Data shown START

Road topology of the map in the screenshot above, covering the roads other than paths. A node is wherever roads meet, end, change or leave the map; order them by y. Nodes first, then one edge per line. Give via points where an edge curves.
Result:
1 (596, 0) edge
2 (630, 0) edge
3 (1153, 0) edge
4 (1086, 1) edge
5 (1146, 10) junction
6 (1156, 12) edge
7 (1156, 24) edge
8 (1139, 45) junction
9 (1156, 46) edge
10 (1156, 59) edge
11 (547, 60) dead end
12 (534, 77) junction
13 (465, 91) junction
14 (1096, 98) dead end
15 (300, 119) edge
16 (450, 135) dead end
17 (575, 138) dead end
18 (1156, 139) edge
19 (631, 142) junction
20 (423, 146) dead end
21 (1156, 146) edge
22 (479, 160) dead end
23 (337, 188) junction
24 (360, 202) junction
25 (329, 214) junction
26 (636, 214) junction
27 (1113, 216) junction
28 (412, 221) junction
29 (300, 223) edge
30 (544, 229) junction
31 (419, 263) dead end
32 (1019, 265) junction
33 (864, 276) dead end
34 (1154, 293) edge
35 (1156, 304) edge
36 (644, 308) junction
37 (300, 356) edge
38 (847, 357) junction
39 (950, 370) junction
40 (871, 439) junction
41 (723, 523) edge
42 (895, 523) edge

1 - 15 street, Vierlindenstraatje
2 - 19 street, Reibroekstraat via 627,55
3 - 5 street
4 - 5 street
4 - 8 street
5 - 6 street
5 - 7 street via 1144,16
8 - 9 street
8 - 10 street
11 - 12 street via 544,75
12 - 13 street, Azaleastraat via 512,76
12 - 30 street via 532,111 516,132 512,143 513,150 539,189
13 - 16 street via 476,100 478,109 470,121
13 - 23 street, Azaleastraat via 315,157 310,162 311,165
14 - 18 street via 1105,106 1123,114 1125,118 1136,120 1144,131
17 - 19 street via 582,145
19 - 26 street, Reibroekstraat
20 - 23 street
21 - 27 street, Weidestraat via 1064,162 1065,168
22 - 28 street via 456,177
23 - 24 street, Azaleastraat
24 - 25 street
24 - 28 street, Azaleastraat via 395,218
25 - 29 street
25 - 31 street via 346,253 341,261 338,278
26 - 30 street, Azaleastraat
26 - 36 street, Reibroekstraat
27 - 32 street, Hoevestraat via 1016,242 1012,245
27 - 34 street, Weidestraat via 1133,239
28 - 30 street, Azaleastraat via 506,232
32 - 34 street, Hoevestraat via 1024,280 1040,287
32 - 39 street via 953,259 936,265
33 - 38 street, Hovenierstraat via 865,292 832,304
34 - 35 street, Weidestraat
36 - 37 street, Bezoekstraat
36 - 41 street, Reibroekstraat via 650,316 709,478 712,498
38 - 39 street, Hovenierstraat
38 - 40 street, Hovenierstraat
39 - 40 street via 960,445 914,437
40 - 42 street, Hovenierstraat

Data shown END
Data shown START

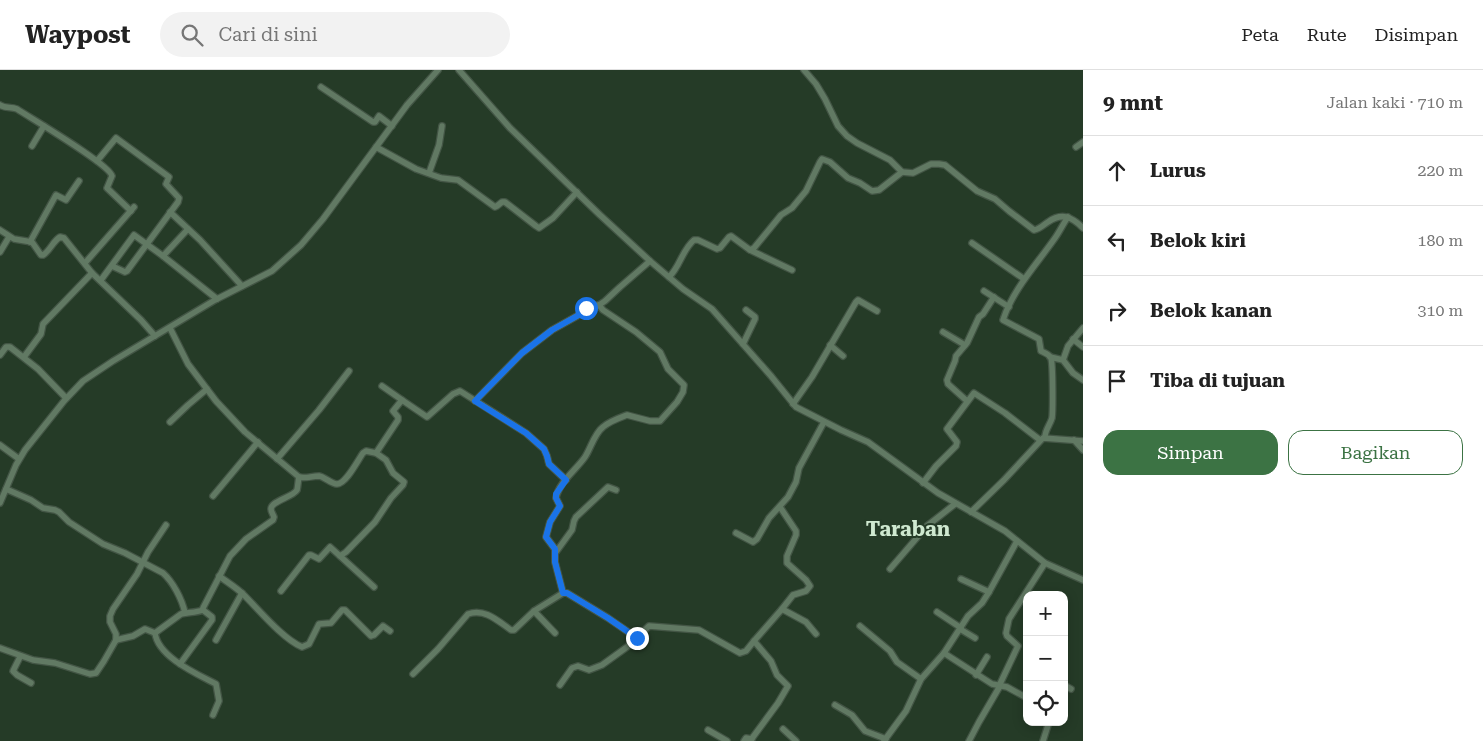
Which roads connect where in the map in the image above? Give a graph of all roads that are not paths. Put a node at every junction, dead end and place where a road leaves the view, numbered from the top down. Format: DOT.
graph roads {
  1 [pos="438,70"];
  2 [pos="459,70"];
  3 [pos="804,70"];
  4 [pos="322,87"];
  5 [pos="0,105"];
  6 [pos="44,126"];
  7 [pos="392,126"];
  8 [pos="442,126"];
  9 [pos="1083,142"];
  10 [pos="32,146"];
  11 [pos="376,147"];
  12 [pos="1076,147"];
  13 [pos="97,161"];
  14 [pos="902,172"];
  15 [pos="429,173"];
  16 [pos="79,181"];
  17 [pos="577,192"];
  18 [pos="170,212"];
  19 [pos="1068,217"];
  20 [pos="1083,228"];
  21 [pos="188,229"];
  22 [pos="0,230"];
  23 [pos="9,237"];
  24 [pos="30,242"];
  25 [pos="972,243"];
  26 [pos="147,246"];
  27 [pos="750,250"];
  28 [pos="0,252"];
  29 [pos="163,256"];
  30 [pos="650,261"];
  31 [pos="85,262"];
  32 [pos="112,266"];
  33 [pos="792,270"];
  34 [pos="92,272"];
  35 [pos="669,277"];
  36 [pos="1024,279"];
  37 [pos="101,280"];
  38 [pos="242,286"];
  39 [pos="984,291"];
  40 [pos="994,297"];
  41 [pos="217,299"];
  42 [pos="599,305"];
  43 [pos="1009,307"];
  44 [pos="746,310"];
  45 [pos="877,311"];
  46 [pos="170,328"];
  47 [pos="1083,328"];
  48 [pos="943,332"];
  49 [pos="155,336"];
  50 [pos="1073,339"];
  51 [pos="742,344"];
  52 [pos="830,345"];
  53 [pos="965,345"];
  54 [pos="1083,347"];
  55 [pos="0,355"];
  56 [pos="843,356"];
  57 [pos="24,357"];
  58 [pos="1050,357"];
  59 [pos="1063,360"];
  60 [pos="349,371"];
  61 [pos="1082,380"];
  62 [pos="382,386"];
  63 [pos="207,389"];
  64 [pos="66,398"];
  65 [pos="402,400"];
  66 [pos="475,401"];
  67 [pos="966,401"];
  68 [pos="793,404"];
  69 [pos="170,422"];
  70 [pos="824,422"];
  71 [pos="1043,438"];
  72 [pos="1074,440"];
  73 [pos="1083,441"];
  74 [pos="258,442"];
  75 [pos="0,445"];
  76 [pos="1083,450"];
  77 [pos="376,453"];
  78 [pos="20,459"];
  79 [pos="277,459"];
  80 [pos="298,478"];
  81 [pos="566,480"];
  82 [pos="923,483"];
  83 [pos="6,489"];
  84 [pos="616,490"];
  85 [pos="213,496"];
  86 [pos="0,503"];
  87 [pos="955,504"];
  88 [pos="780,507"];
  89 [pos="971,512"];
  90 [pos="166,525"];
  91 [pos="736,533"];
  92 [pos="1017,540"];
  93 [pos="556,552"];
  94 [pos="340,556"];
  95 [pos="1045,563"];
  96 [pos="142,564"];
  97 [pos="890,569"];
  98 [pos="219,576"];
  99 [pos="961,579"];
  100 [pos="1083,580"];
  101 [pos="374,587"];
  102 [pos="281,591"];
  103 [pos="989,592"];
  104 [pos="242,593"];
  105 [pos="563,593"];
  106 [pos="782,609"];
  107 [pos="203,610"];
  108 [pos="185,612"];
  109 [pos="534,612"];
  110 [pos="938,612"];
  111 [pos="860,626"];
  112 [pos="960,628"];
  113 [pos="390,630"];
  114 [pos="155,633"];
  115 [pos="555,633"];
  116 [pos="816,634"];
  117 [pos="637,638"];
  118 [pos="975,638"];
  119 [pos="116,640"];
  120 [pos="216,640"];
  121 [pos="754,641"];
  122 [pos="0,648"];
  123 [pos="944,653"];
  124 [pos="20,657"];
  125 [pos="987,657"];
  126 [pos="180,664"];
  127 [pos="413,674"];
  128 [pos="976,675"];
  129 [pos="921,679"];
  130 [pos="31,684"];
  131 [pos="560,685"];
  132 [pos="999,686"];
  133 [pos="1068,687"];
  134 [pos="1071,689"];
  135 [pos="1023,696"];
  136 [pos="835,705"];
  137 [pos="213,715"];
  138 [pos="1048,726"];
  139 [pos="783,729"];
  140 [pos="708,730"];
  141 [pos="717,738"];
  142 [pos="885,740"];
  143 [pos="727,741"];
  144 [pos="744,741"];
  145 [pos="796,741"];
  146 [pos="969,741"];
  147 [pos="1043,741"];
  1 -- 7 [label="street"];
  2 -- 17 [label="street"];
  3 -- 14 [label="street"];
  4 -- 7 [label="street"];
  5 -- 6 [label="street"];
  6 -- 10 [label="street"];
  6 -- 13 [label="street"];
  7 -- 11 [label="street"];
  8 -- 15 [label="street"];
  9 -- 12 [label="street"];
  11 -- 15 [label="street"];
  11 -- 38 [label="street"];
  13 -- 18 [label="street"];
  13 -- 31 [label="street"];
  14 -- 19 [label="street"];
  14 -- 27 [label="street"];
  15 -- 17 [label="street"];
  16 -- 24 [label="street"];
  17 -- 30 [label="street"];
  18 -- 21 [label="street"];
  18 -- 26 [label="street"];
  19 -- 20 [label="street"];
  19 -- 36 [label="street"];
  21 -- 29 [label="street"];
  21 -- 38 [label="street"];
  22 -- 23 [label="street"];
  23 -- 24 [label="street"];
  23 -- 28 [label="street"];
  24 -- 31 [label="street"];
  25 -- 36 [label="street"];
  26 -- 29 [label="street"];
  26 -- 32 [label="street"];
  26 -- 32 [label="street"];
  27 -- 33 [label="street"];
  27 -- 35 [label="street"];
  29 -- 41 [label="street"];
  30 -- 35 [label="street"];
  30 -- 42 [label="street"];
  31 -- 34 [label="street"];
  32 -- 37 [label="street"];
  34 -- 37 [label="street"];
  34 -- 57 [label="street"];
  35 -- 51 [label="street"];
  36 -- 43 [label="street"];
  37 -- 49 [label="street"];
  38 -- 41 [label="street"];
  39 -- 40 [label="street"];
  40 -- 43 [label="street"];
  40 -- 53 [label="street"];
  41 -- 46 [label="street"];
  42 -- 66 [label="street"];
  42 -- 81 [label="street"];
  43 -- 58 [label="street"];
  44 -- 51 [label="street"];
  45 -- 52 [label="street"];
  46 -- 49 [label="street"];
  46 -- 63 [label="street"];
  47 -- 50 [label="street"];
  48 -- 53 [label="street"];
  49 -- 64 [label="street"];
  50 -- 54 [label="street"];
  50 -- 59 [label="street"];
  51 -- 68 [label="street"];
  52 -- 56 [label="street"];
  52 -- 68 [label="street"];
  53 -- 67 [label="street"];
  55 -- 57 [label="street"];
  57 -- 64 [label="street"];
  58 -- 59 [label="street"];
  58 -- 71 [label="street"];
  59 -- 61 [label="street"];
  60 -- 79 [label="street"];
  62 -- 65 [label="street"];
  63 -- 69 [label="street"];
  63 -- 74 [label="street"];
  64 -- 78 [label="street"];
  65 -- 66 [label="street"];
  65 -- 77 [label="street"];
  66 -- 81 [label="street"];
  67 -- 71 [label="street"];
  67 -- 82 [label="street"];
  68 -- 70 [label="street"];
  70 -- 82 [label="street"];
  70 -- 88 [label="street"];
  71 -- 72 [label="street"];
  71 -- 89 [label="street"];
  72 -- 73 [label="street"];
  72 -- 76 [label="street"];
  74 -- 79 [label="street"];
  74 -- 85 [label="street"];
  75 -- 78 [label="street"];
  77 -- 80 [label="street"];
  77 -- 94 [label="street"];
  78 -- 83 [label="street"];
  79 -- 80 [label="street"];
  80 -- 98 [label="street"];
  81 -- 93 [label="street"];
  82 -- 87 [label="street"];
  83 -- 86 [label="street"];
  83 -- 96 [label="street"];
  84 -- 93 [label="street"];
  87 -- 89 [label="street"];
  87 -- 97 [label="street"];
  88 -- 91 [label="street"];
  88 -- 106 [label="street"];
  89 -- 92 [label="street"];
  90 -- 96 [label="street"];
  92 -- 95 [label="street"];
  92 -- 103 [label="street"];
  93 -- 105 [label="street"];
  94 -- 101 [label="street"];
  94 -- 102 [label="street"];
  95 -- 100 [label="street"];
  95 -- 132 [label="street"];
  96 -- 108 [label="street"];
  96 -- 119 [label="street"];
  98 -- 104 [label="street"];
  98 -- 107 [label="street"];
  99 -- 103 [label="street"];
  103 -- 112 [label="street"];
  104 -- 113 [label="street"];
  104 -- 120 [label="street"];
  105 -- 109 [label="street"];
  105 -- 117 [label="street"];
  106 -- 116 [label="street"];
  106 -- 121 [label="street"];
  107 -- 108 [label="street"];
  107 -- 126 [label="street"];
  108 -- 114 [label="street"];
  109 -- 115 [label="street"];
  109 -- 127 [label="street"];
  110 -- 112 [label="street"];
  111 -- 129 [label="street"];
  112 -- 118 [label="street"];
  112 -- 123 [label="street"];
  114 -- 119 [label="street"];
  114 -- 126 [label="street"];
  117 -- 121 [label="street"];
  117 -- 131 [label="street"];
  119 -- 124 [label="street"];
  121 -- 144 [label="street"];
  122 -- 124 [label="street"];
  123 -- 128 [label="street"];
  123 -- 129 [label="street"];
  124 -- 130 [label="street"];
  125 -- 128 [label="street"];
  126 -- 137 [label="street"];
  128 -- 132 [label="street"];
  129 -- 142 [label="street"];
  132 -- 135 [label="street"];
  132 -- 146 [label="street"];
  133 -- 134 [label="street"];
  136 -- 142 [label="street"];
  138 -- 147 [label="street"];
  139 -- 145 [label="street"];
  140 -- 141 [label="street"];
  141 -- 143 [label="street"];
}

Data shown END

Your objective ▸ Your answer must be one number: the count of lines in the entries that contain the string "where".

Task answer ▸ 2